▶ _Work request_
For every line in the material, print that line exactly.

▶ _Given data_
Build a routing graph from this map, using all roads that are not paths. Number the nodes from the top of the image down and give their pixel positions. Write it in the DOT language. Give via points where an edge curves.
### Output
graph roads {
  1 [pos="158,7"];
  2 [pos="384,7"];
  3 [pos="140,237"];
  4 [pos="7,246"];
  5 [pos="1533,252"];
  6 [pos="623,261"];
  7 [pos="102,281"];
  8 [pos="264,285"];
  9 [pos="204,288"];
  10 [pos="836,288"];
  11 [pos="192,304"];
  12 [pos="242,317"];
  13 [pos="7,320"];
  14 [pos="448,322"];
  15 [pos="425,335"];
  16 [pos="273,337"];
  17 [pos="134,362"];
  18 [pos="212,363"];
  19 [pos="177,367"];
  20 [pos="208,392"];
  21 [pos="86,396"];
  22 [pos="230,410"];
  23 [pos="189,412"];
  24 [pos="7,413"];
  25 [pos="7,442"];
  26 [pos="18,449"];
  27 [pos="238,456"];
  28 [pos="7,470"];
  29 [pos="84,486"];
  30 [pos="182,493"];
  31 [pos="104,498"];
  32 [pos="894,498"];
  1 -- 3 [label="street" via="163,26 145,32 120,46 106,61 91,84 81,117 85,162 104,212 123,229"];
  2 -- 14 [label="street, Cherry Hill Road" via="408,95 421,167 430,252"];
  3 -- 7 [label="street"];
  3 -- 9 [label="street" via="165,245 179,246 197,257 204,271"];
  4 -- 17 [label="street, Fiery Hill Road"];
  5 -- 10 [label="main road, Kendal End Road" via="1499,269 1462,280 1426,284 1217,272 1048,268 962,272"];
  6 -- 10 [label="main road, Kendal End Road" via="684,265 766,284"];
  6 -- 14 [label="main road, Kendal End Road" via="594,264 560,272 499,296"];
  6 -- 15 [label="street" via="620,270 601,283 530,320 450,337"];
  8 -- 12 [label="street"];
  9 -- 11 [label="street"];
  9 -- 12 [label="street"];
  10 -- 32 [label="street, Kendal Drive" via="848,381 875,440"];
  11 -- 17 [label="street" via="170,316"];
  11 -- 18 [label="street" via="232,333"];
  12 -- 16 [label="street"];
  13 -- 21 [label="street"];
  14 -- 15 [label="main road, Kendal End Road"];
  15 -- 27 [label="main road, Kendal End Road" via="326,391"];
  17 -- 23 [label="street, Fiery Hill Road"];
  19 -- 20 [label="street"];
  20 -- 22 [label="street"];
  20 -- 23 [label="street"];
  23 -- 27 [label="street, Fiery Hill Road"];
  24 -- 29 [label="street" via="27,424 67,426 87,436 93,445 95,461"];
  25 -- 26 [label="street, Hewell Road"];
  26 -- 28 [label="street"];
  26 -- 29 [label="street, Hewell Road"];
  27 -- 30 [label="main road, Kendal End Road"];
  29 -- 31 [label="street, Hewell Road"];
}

▶ _Answer section_
Build a routing graph from this map, using all roads that are not paths. Number the nodes from the top of the image down and give their pixel positions. Write it in the DOT language. Give via points where an edge curves.
### Output
graph roads {
  1 [pos="158,7"];
  2 [pos="384,7"];
  3 [pos="140,237"];
  4 [pos="7,246"];
  5 [pos="1533,252"];
  6 [pos="623,261"];
  7 [pos="102,281"];
  8 [pos="264,285"];
  9 [pos="204,288"];
  10 [pos="836,288"];
  11 [pos="192,304"];
  12 [pos="242,317"];
  13 [pos="7,320"];
  14 [pos="448,322"];
  15 [pos="425,335"];
  16 [pos="273,337"];
  17 [pos="134,362"];
  18 [pos="212,363"];
  19 [pos="177,367"];
  20 [pos="208,392"];
  21 [pos="86,396"];
  22 [pos="230,410"];
  23 [pos="189,412"];
  24 [pos="7,413"];
  25 [pos="7,442"];
  26 [pos="18,449"];
  27 [pos="238,456"];
  28 [pos="7,470"];
  29 [pos="84,486"];
  30 [pos="182,493"];
  31 [pos="104,498"];
  32 [pos="894,498"];
  1 -- 3 [label="street" via="163,26 145,32 120,46 106,61 91,84 81,117 85,162 104,212 123,229"];
  2 -- 14 [label="street, Cherry Hill Road" via="408,95 421,167 430,252"];
  3 -- 7 [label="street"];
  3 -- 9 [label="street" via="165,245 179,246 197,257 204,271"];
  4 -- 17 [label="street, Fiery Hill Road"];
  5 -- 10 [label="main road, Kendal End Road" via="1499,269 1462,280 1426,284 1217,272 1048,268 962,272"];
  6 -- 10 [label="main road, Kendal End Road" via="684,265 766,284"];
  6 -- 14 [label="main road, Kendal End Road" via="594,264 560,272 499,296"];
  6 -- 15 [label="street" via="620,270 601,283 530,320 450,337"];
  8 -- 12 [label="street"];
  9 -- 11 [label="street"];
  9 -- 12 [label="street"];
  10 -- 32 [label="street, Kendal Drive" via="848,381 875,440"];
  11 -- 17 [label="street" via="170,316"];
  11 -- 18 [label="street" via="232,333"];
  12 -- 16 [label="street"];
  13 -- 21 [label="street"];
  14 -- 15 [label="main road, Kendal End Road"];
  15 -- 27 [label="main road, Kendal End Road" via="326,391"];
  17 -- 23 [label="street, Fiery Hill Road"];
  19 -- 20 [label="street"];
  20 -- 22 [label="street"];
  20 -- 23 [label="street"];
  23 -- 27 [label="street, Fiery Hill Road"];
  24 -- 29 [label="street" via="27,424 67,426 87,436 93,445 95,461"];
  25 -- 26 [label="street, Hewell Road"];
  26 -- 28 [label="street"];
  26 -- 29 [label="street, Hewell Road"];
  27 -- 30 [label="main road, Kendal End Road"];
  29 -- 31 [label="street, Hewell Road"];
}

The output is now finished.